“石河村被屠了?这次死了多少人?”王骁想起了前些日子那村子祠堂里的惨像有些迟疑的问道。
“二百多口,就活了两个!”梁劲彪这也是见过大风大浪的人此时说话也有些颤抖。
一股滔天的怒意迅速传弥漫了王骁心头,他的舌头都变得有些僵硬。“林砀山干的?”
“嗯,那大当家岳江川亲自下的山。”看着眼睛开始逐渐发红的王骁梁劲彪小心回道。
“那府军还在那云山镇啊!”
“那岳江川带人杀完人后去到那已经拔寨的府军营前,说是杀了这二百村民以欢送诸位军爷!”梁劲彪也是眼圈泛红。

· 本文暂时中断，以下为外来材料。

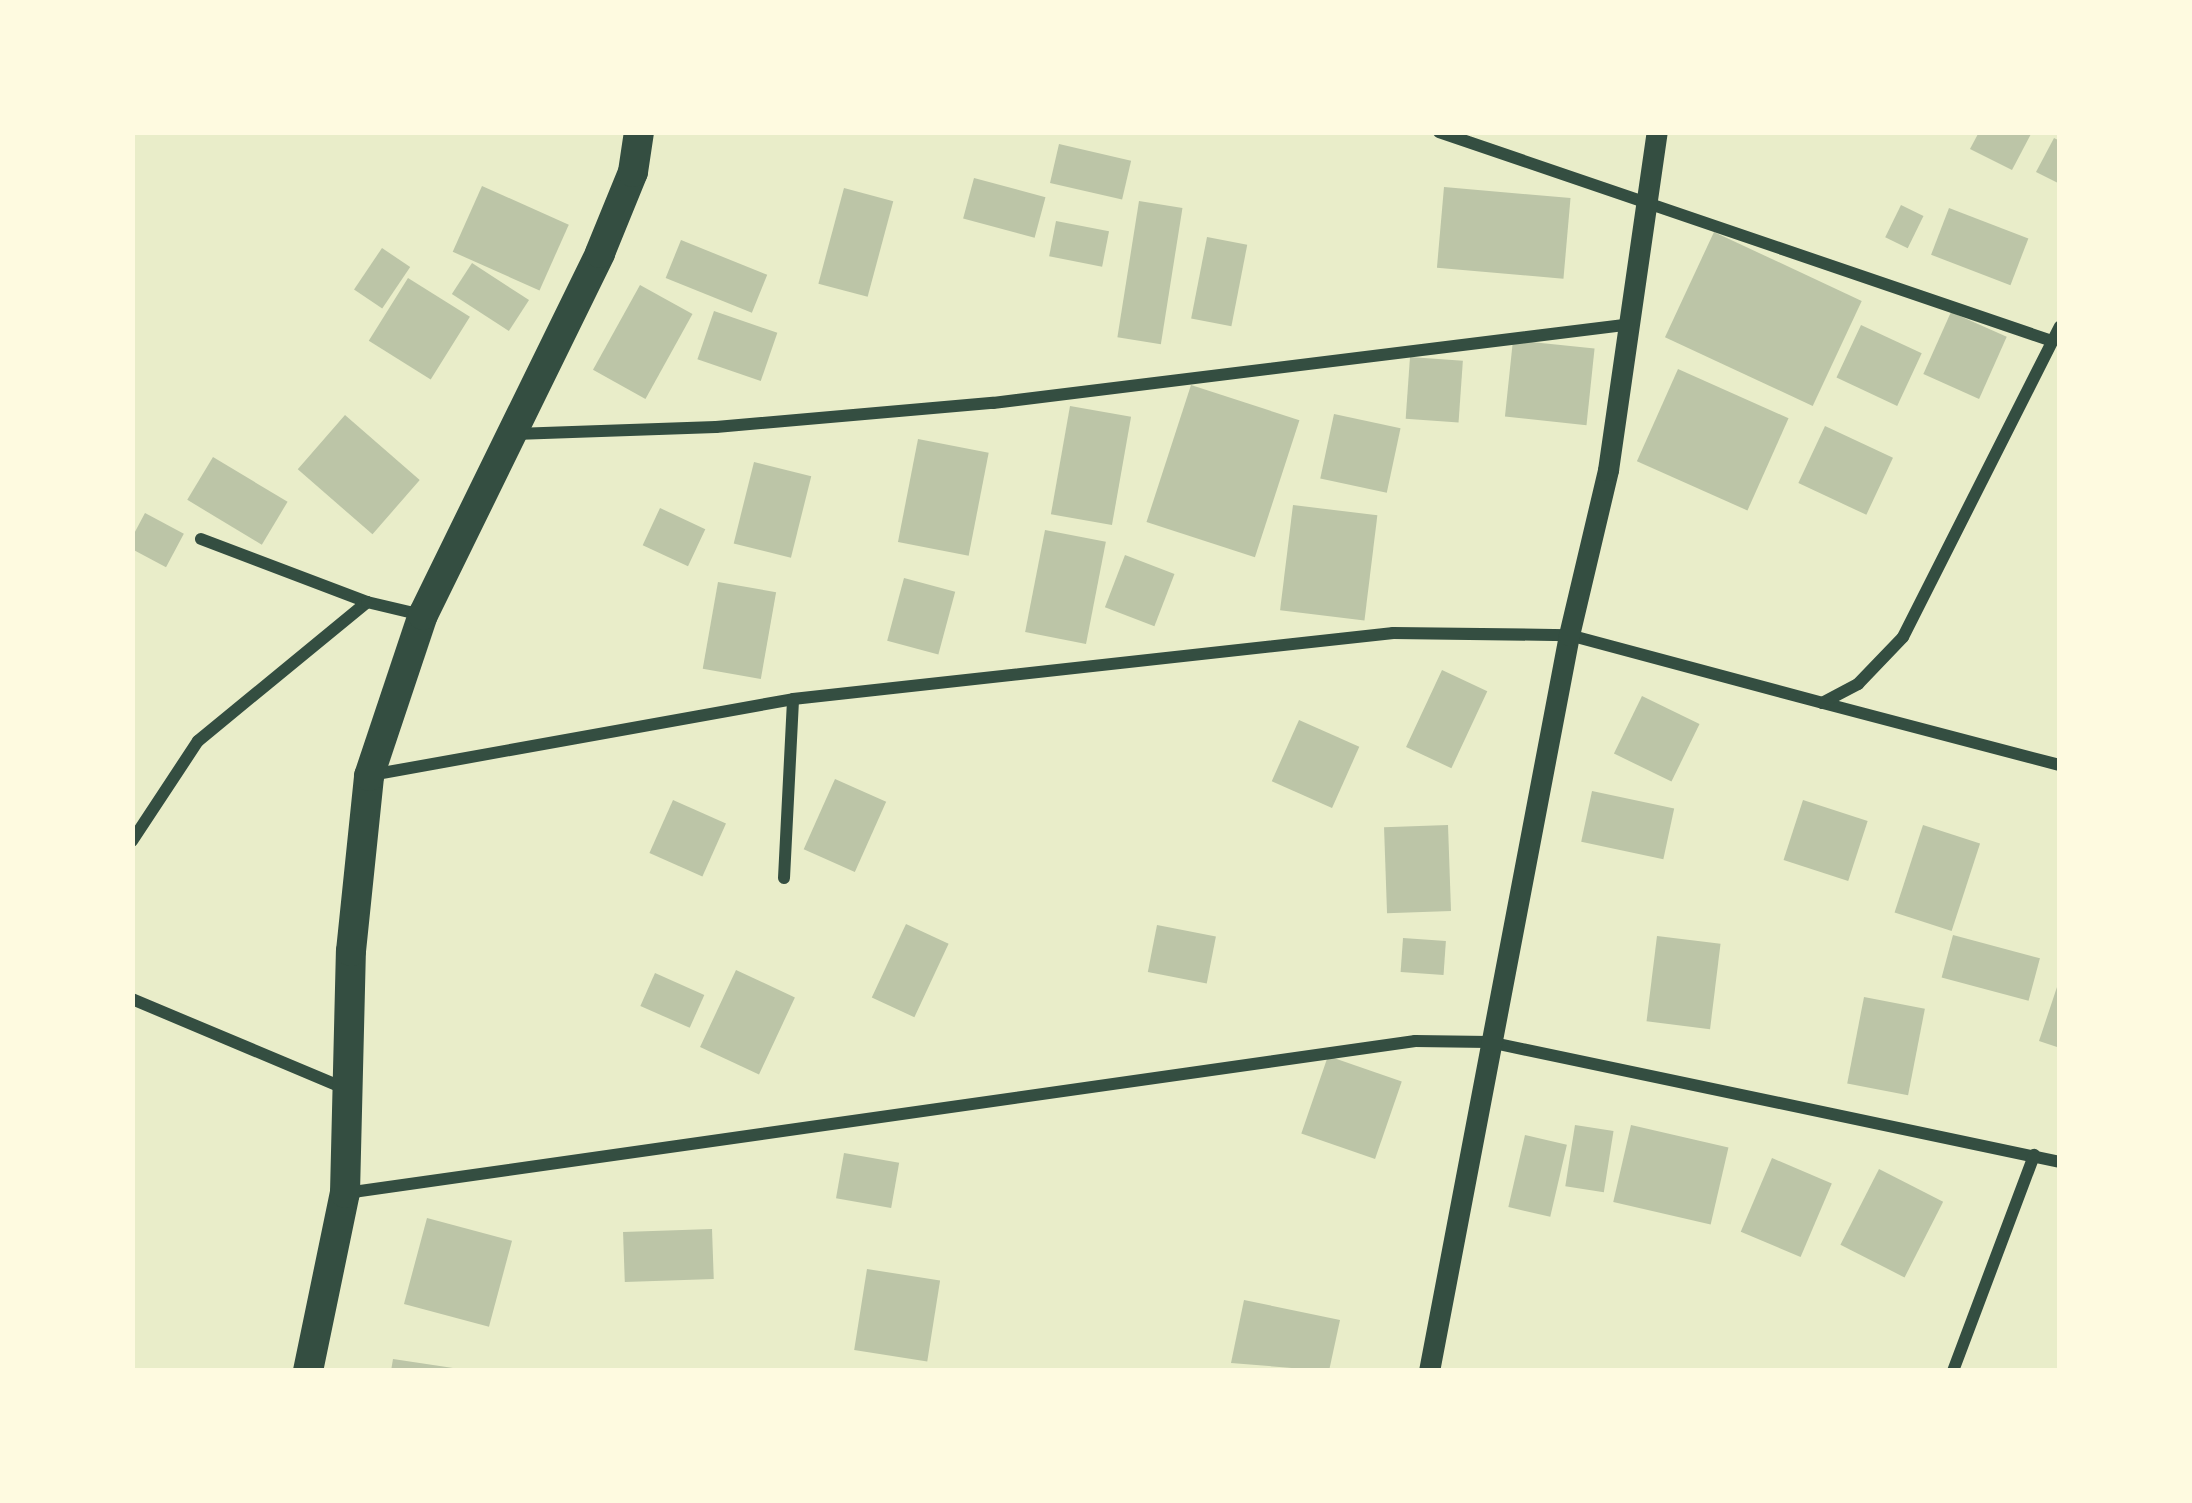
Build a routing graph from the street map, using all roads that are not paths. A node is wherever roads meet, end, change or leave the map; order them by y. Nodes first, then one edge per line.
1 (639, 132) edge
2 (1439, 132) edge
3 (1657, 132) edge
4 (1645, 202) junction
5 (1633, 324) junction
6 (2060, 326) edge
7 (2052, 341) junction
8 (508, 434) junction
9 (201, 539) dead end
10 (367, 602) junction
11 (423, 615) junction
12 (1569, 635) junction
13 (793, 699) junction
14 (1822, 703) junction
15 (2060, 765) edge
16 (368, 776) junction
17 (132, 842) edge
18 (784, 878) dead end
19 (132, 999) edge
20 (1489, 1042) junction
21 (349, 1091) junction
22 (2034, 1155) junction
23 (2060, 1162) edge
24 (345, 1193) junction
25 (308, 1371) edge
26 (1429, 1371) edge
27 (1953, 1371) edge

1 - 8 highway
2 - 4 street
3 - 4 street
4 - 5 street
4 - 7 street
5 - 8 street
5 - 12 street
6 - 7 street
7 - 14 street
8 - 11 highway
9 - 10 street
10 - 11 street
10 - 17 street
11 - 16 highway
12 - 13 street
12 - 14 street
12 - 20 street
13 - 16 street
13 - 18 street
14 - 15 street
16 - 21 highway
19 - 21 street
20 - 22 street
20 - 24 street
20 - 26 street
21 - 24 highway
22 - 23 street
22 - 27 street
24 - 25 highway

“他们怎么敢如此嚣张!那些军士和那刘千总就没什么对应?”手指的关节劈啪作响,王骁声音反而慢慢平缓下来。
“那青州府来的传令官员,手拿军令道军情紧急,延误者杀!”
“况且这次府军来时并未准备马匹,那岳江川一众全都是骑马,想追也是追不上的。”
“二百多口人的村子就两个为府军带路的猎户活了下来,此时就在那衙门堂前,我已经找人看顾起来了。太惨了,俩人跑来报信,有一人跑的脚趾都见到骨头了!”梁劲彪愤怒中带着唏嘘。
“那刘千总也派了一人过来传信,此事八成假不了。”
刚还浑身颤抖双目赤红的王骁突然平静了下来,“此事报与县尊大人吧,这种事瞒是瞒不住的。”

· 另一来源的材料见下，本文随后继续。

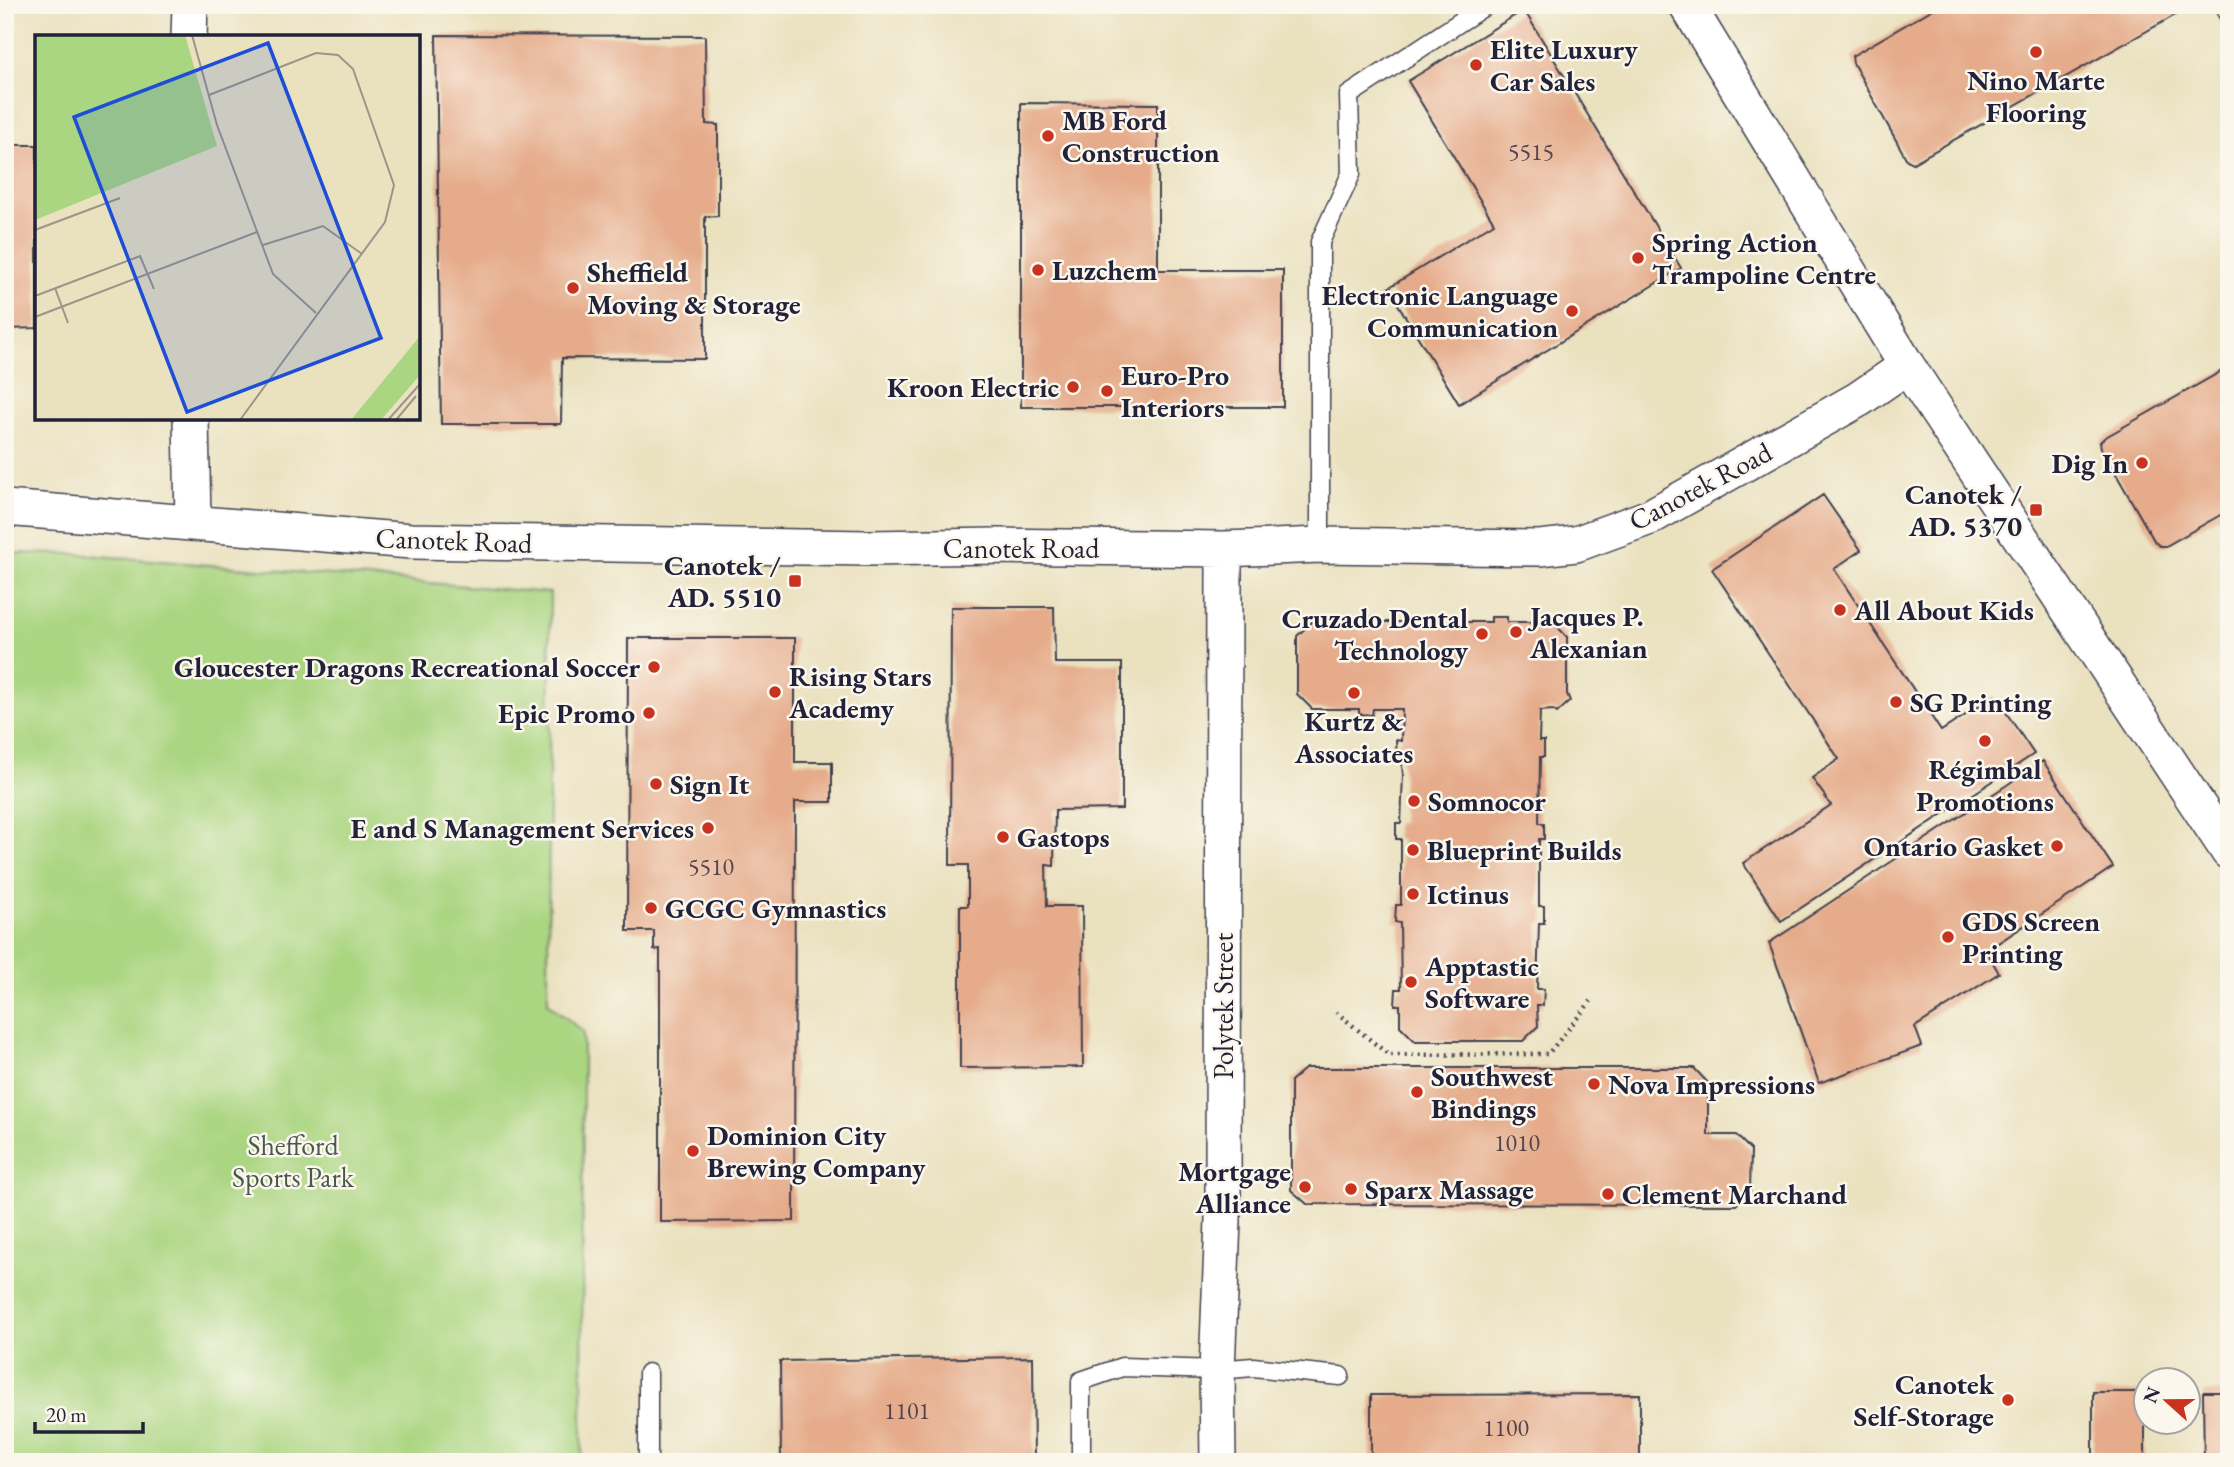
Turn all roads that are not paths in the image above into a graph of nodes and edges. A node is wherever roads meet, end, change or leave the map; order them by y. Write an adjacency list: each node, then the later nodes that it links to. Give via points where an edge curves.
1 (190, 5): 4 (street)
2 (1486, 5): 9 (lane, via 1349,95 1351,174 1320,242)
3 (1686, 5): 5 (street)
4 (189, 35)
5 (1907, 366): 9 (street, Canotek Road, via 1859,400 1650,517 1576,544 1539,548); 11 (street)
6 (191, 420): 8 (street)
7 (5, 508): 8 (street, Canotek Road)
8 (192, 522): 10 (street, Canotek Road, via 411,541)
9 (1320, 545): 10 (street, Canotek Road)
10 (1224, 550): 12 (street, Polytek Street, via 1223,1207)
11 (2229, 852)
12 (1217, 1370): 14 (lane, via 1253,1367); 16 (lane, via 1122,1367 1081,1381); 17 (street, Polytek Street)
13 (648, 1373): 15 (lane)
14 (1340, 1376)
15 (648, 1462)
16 (1081, 1462)
17 (1218, 1462)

“梁兄,我这也休憩几日。”王骁褪去了一身怒火,声音淡然的对梁劲彪道。
看着仿佛恢复过来一脸平静的王骁,梁劲彪突然感受到一股子莫名的恐惧。
“嗯,王兄弟这些日子也是劳累了,在家休憩几日吧。”
不过一中午,石河村被屠的消息就传遍了整个清河县,有无数从那石河村周边的百姓来县衙报案,整个清河县人心惶惶。
此时王骁穿了一身粗布麻衣来到了清河县的临县云江县。这县城也是濒临清河,商业也颇为发达,虽是冬日但那未结冰的河面上商船往来也是不断。
王骁戴了一顶风帽,只露出眼睛,在这大冷天的也说的过去。
他来到一处铁匠铺子将一张纸交给掌柜。
掌柜接过王骁手里的纸,只看到上面画了个奇怪的物件。
图画的很详细,标有尺寸大小。那是一个椭圆形类似罐子类的事物,只是瓶口却不大,周身纵横刻画着数条深槽。
“用铸铁即可。”王骁声音嘶哑道。
“不知客官打制此物何用?”掌柜一脸奇怪。
“我用来炼药用。”王骁信口开河。
那掌柜虽然想不明白这玩意能怎么炼药但还是也没多问,奇人异事多了去了,啥都问不得累死。
“如客官这般形制,这一个罐子大约要生铁一斤左右,工费得要二百文。今日这生铁行情价是一百文一斤。这罐子一个收你三百文即可。”掌柜盘算了稍许报了一个价。
“给我做三十个,明日交货!”王骁道。
“那怎的能赶制出来,店里还有其他活计呢。”掌柜笑道。
“二十两,明日此时来拿。”王骁扔下五两银子,“这是定钱。”
“自是包客官满意。”掌柜一张脸笑成菊花。
辗转了两个县城和几个镇子换了几套衣服用了两天功夫王骁凑齐了他需要的东西,晶莹剔透的硭硝,接近纯白的石硫磺,上好的柳木炭,都让店家细细的研磨成了粉。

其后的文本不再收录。